### EXERCISE PROMPT
Check the records below line by line, and report how many lines include the string "bottom". No other words are needed.
___ SUPPLIED ENTRIES ___
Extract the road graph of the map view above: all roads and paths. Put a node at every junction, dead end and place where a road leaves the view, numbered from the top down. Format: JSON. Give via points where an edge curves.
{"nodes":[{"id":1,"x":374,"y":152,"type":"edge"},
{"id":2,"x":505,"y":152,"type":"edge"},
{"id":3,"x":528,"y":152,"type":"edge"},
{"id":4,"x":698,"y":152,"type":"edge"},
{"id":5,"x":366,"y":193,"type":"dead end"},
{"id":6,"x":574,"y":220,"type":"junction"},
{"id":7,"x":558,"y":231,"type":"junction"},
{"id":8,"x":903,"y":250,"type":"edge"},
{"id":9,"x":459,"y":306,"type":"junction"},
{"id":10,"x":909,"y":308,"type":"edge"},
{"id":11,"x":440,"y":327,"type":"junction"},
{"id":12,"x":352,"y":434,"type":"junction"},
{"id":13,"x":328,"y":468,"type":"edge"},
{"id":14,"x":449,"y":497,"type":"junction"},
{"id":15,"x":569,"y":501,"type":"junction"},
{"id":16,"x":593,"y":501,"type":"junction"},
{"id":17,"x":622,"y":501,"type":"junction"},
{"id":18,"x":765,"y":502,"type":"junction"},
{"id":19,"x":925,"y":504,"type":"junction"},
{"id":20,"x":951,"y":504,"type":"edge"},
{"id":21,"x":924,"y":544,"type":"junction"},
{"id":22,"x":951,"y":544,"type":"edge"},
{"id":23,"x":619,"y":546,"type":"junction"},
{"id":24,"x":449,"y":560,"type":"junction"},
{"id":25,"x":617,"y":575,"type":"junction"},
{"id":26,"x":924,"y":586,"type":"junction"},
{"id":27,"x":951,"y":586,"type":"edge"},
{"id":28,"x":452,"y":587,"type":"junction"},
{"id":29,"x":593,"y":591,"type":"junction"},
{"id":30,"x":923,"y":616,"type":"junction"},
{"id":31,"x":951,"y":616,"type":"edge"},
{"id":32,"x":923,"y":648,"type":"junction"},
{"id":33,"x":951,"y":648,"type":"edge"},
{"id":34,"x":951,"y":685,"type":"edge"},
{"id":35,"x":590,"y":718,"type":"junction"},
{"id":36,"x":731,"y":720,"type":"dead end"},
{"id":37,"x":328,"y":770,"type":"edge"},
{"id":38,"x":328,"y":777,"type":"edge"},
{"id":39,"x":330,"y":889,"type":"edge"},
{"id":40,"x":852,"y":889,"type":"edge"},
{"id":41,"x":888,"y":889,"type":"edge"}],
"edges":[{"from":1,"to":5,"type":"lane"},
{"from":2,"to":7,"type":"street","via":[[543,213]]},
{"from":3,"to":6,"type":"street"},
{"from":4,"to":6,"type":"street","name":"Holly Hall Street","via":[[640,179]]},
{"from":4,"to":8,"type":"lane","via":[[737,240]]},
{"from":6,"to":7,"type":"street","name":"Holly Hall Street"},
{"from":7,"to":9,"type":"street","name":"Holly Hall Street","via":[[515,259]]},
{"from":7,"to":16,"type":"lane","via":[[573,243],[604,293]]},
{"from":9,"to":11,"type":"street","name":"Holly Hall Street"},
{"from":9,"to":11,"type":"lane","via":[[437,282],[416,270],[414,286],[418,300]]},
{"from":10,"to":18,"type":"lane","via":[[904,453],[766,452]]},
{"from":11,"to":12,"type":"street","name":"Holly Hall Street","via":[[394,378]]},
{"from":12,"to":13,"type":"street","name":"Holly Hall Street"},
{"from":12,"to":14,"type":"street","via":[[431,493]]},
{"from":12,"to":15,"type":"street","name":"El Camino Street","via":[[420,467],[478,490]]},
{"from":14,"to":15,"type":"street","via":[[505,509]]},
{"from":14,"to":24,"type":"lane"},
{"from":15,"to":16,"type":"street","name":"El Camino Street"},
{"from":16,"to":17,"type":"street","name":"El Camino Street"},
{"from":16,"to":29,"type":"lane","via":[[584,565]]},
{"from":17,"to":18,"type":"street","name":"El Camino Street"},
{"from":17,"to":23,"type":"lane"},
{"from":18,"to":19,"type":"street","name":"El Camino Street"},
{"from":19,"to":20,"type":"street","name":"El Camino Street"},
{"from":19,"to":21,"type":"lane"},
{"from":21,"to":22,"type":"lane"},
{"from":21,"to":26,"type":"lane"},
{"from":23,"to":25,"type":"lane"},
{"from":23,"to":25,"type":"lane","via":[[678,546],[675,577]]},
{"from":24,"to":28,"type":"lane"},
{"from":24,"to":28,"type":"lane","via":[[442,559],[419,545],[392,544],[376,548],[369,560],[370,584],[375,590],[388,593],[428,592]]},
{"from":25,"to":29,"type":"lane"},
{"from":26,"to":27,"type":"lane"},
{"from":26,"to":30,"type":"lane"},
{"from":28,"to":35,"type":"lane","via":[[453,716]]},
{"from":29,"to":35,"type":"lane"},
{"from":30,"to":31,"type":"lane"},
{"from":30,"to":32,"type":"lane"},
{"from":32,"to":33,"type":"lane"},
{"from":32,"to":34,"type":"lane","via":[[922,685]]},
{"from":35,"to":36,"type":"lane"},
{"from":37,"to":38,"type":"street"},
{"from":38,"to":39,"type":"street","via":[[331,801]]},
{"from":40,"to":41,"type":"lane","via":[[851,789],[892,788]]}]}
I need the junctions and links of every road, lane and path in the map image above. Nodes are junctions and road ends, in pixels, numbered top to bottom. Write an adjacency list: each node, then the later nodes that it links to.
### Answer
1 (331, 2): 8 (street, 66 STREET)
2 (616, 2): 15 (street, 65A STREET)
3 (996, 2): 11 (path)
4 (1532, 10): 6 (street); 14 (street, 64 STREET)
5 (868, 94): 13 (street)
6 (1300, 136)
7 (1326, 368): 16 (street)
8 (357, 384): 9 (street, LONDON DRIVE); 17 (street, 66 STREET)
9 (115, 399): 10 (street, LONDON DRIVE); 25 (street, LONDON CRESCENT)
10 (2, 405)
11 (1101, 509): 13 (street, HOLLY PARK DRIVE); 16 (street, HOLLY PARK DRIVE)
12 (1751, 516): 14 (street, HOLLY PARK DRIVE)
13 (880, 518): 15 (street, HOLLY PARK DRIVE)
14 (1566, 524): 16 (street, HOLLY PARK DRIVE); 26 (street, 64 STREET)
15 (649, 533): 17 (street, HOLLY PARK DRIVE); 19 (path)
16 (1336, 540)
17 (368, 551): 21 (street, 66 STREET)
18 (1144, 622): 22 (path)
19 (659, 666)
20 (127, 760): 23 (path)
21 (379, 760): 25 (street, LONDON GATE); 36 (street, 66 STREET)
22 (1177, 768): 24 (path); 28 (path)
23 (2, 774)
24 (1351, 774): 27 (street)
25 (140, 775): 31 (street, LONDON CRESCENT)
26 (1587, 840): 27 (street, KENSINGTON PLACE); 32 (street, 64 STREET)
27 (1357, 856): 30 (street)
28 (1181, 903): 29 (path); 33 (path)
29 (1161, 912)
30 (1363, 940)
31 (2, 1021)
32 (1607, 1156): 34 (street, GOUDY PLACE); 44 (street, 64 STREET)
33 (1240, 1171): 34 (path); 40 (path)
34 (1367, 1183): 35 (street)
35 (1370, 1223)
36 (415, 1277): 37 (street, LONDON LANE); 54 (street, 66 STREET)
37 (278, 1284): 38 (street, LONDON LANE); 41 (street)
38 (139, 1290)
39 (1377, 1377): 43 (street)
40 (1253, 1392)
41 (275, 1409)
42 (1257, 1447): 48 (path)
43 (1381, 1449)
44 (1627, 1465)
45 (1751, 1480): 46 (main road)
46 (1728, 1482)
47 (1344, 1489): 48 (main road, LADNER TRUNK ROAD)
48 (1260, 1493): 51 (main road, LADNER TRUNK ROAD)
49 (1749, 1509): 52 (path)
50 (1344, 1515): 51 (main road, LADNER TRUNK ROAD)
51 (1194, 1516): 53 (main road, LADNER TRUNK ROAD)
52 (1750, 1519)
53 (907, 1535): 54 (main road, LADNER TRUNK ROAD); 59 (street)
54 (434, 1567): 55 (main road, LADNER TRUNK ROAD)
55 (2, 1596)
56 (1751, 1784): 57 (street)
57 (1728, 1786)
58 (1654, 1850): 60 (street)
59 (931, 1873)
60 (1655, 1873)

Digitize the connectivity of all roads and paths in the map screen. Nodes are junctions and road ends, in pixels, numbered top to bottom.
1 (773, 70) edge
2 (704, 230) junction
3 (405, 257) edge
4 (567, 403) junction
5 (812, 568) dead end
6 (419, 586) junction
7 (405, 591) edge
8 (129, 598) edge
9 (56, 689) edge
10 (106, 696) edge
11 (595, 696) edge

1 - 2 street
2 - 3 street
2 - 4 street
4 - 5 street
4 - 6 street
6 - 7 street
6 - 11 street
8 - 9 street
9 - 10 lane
___
### ANSWER FOR THIS EXERCISE
2